THE DATA
+--

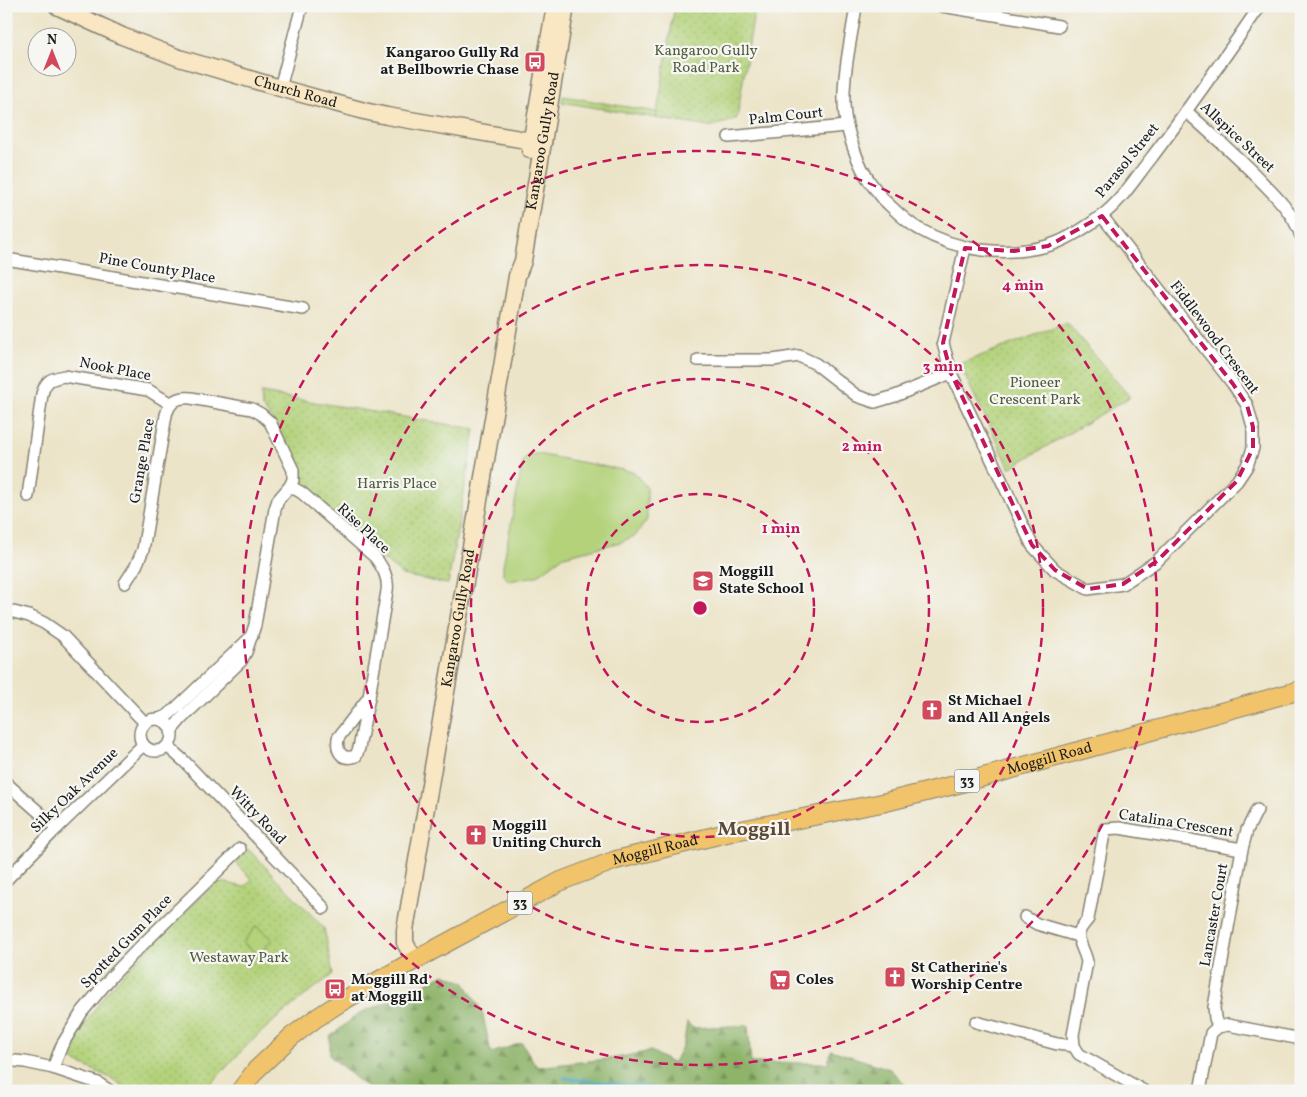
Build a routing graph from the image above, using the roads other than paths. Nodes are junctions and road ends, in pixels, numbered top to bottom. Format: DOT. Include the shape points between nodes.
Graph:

+--

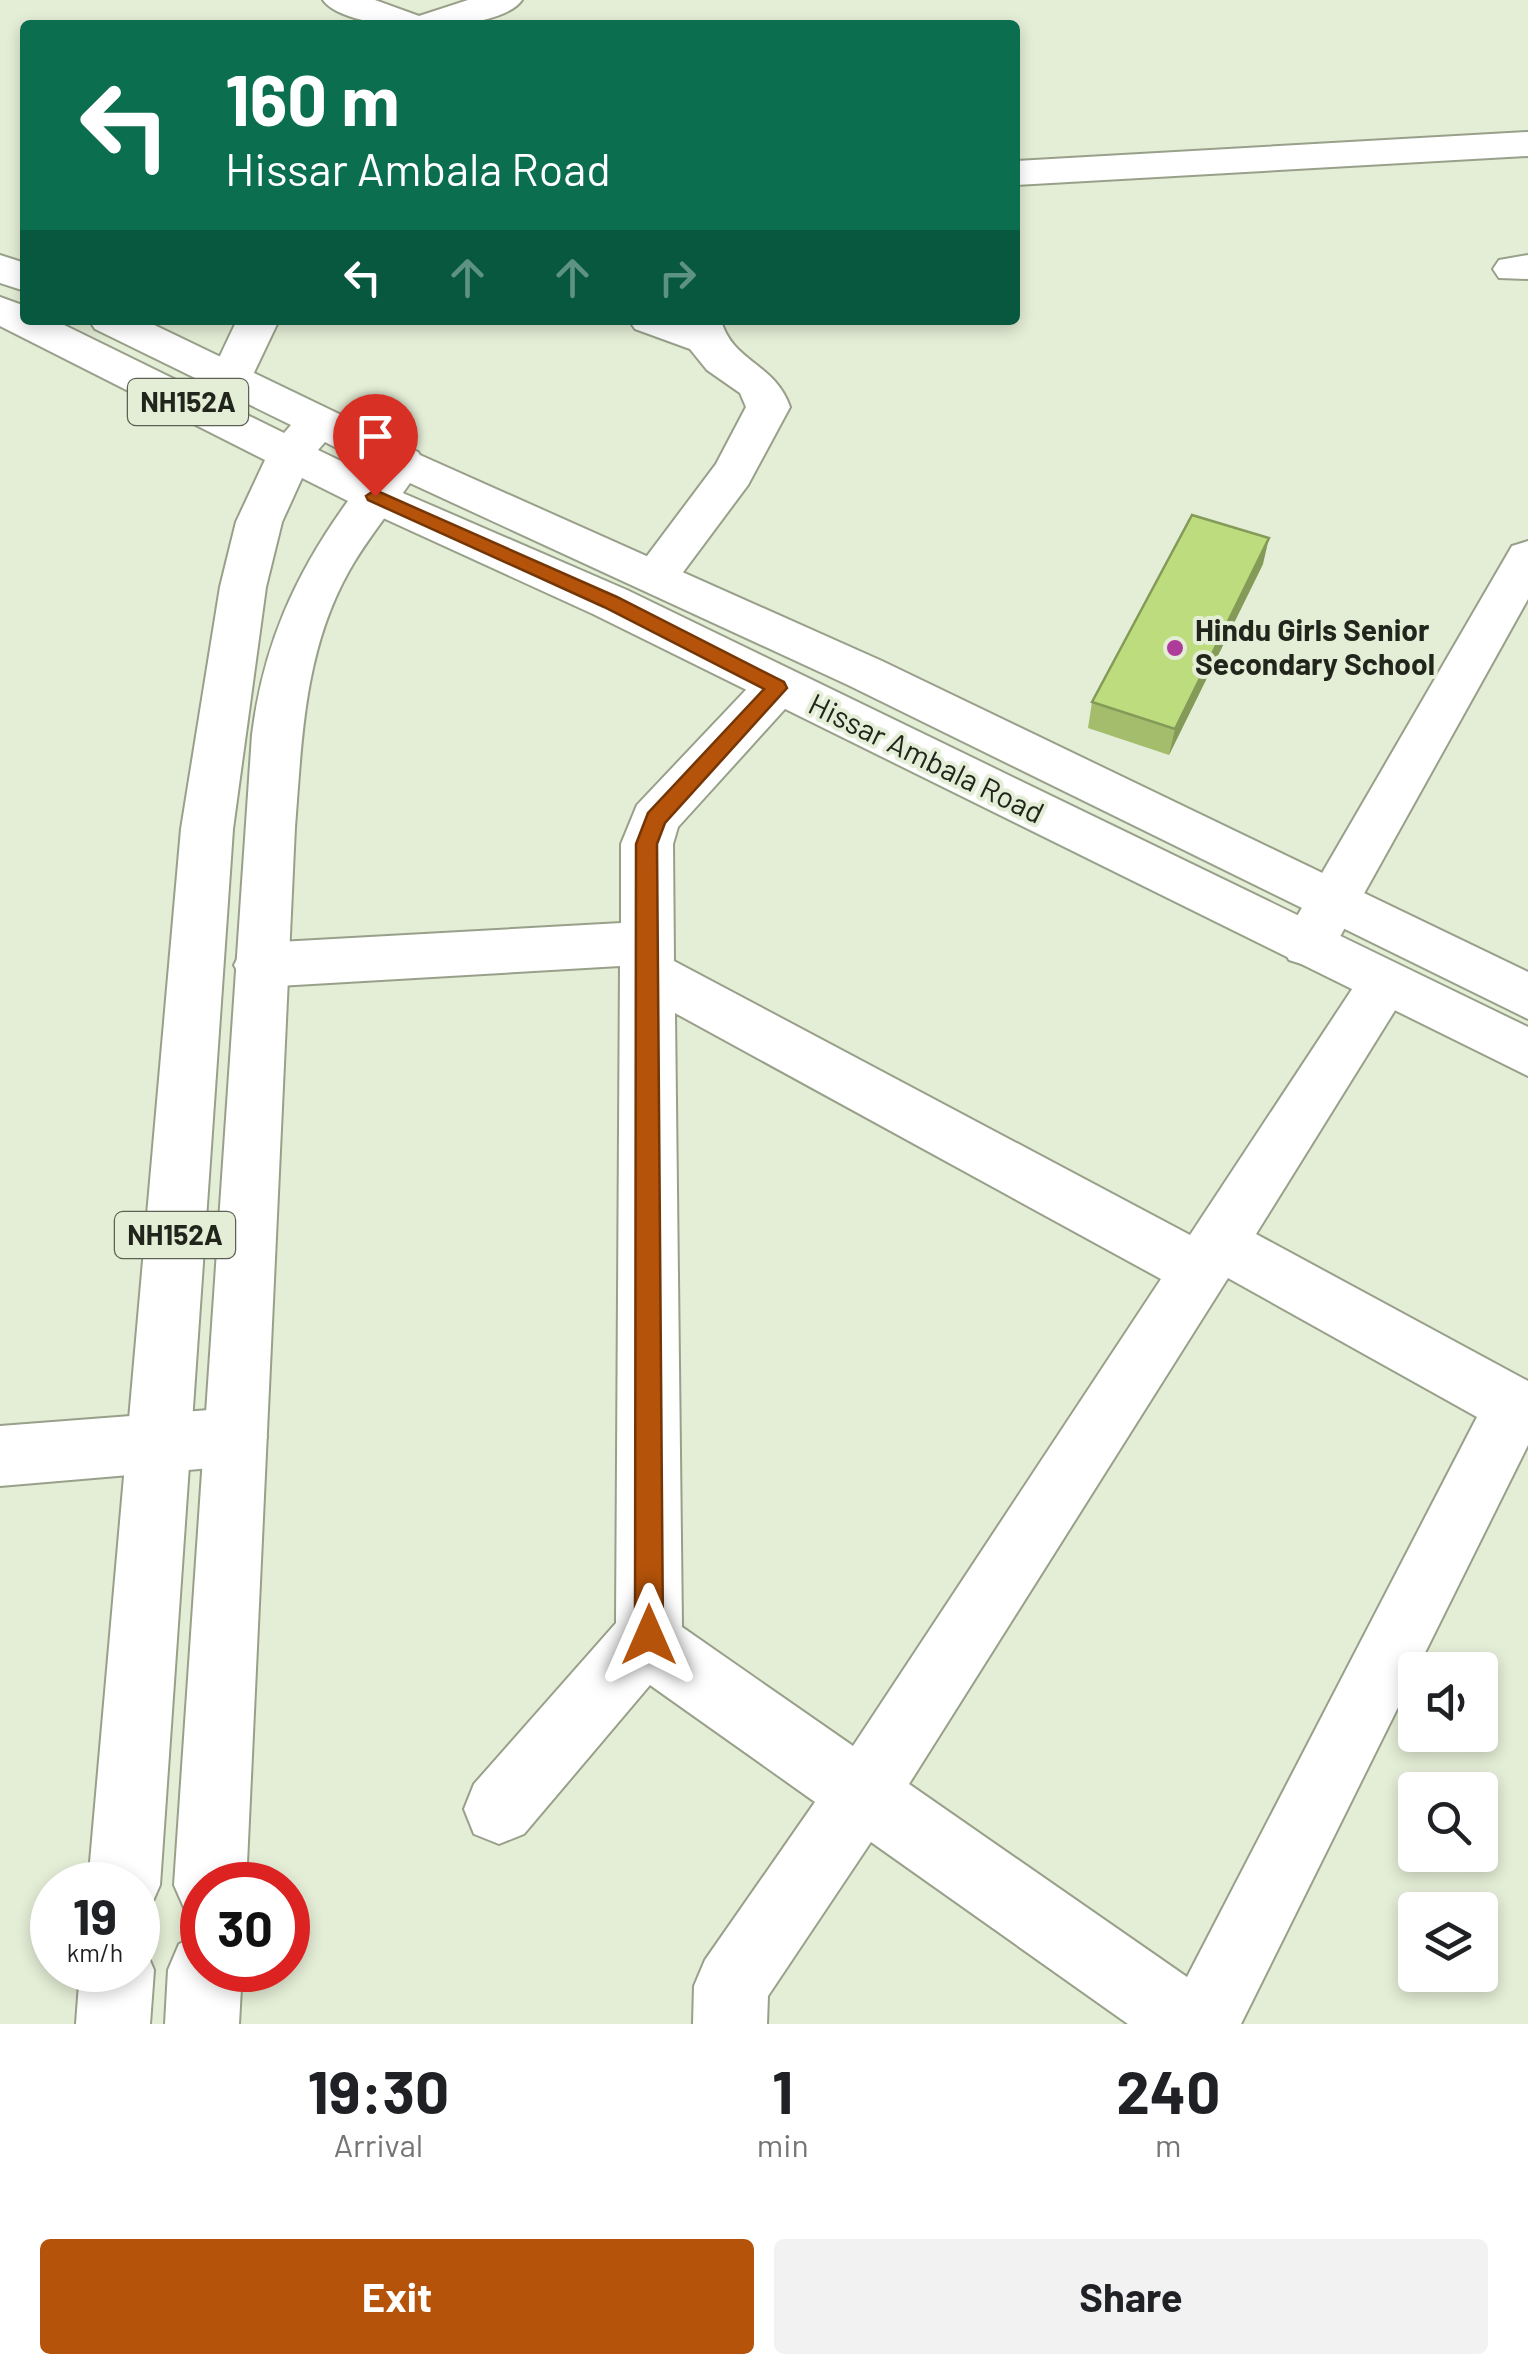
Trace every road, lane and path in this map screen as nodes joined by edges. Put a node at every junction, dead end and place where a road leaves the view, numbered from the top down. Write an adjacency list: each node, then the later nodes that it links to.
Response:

+--

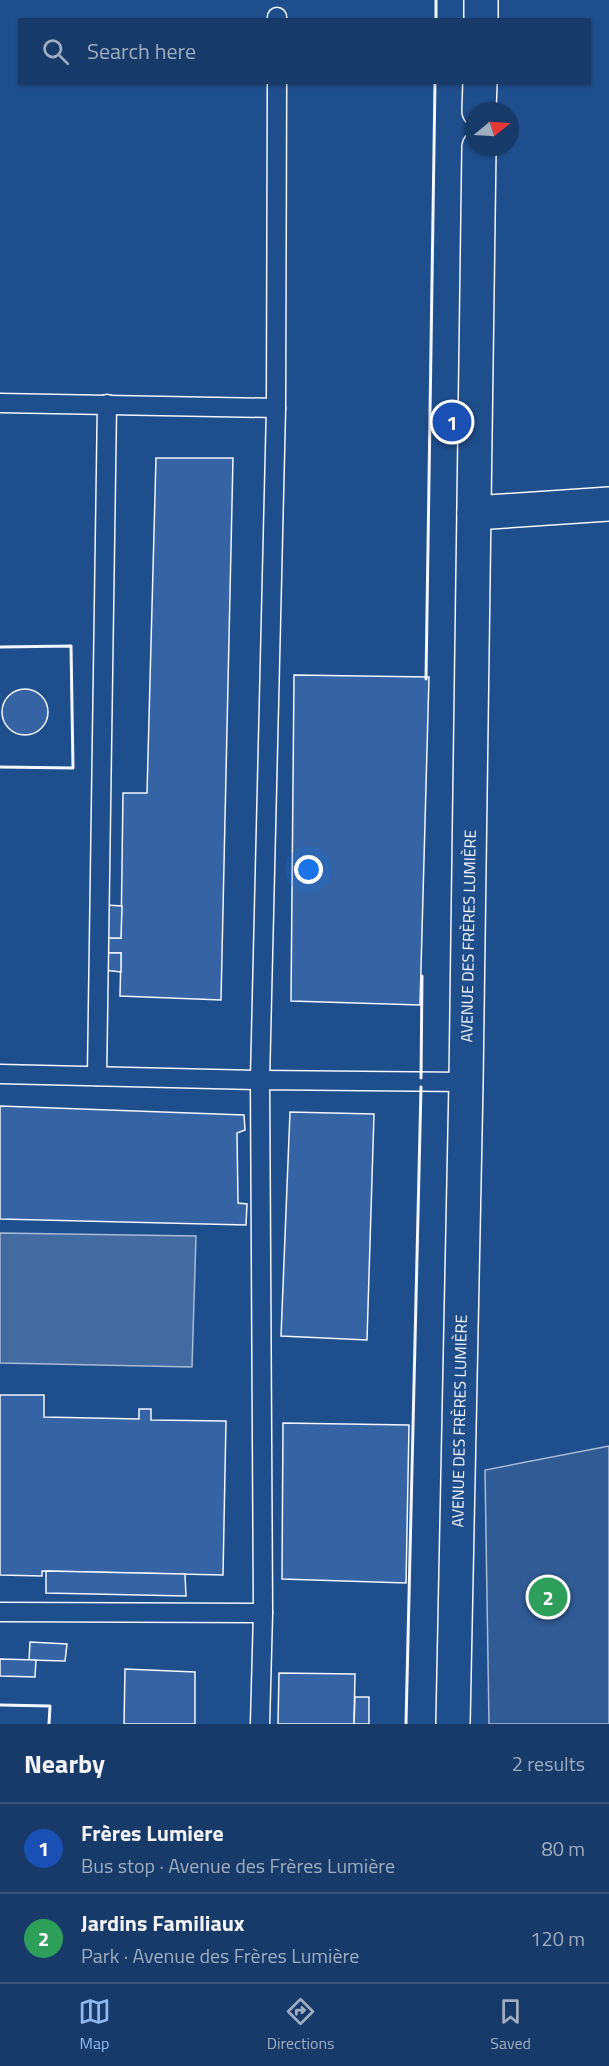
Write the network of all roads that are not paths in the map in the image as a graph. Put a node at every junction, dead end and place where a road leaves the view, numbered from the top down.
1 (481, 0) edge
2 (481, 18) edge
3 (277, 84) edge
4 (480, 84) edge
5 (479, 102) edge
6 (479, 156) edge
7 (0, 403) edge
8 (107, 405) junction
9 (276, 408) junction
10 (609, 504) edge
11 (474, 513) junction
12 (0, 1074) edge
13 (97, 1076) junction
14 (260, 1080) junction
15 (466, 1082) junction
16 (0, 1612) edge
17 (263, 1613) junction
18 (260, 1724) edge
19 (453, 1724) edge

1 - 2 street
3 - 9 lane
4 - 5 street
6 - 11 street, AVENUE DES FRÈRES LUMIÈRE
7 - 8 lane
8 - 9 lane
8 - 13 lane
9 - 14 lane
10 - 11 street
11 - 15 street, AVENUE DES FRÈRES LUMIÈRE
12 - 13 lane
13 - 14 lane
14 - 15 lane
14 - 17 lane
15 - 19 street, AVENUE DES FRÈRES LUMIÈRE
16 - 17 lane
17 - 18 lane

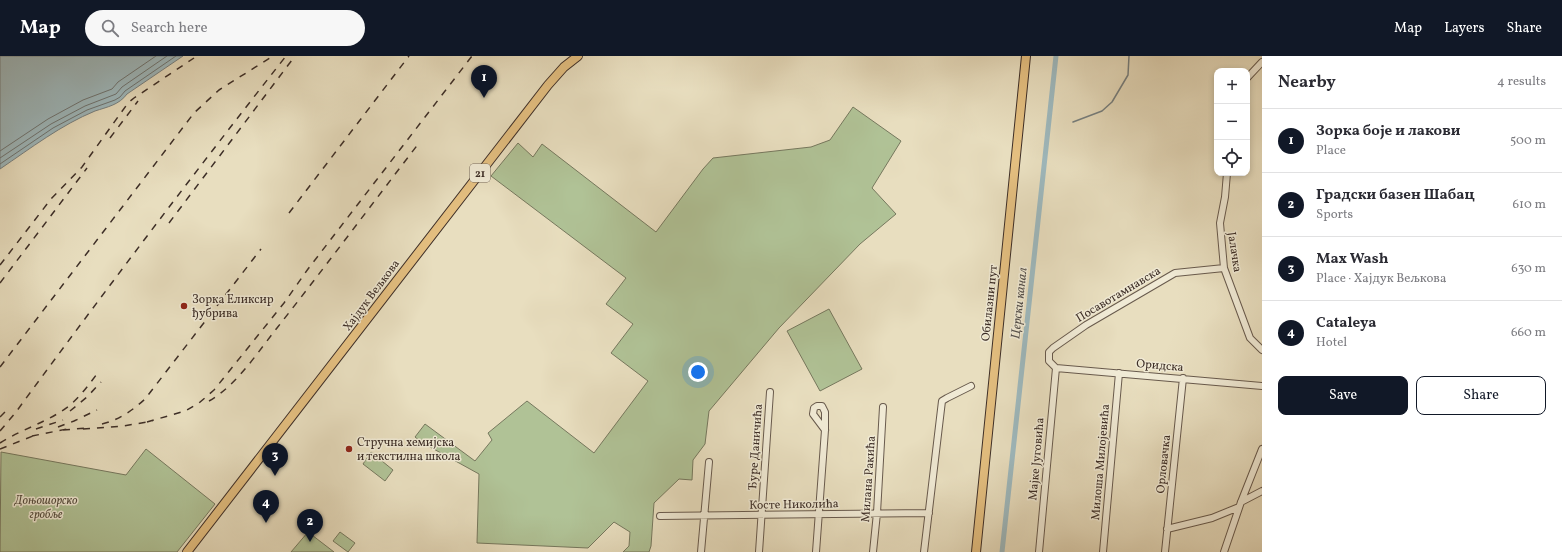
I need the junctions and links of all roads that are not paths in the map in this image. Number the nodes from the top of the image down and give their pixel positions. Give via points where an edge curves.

+--

EXERCISE DESCRIPTION
Wherever a line above contains the string "links", copy that line.

YOUR SOLUTION
Trace every road, lane and path in this map screen as nodes joined by edges. Put a node at every junction, dead end and place where a road leaves the view, numbered from the top down. Write an adjacency list: each node, then the later nodes that it links to.
I need the junctions and links of all roads that are not paths in the map in this image. Number the nodes from the top of the image down and give their pixel positions. Give via points where an edge curves.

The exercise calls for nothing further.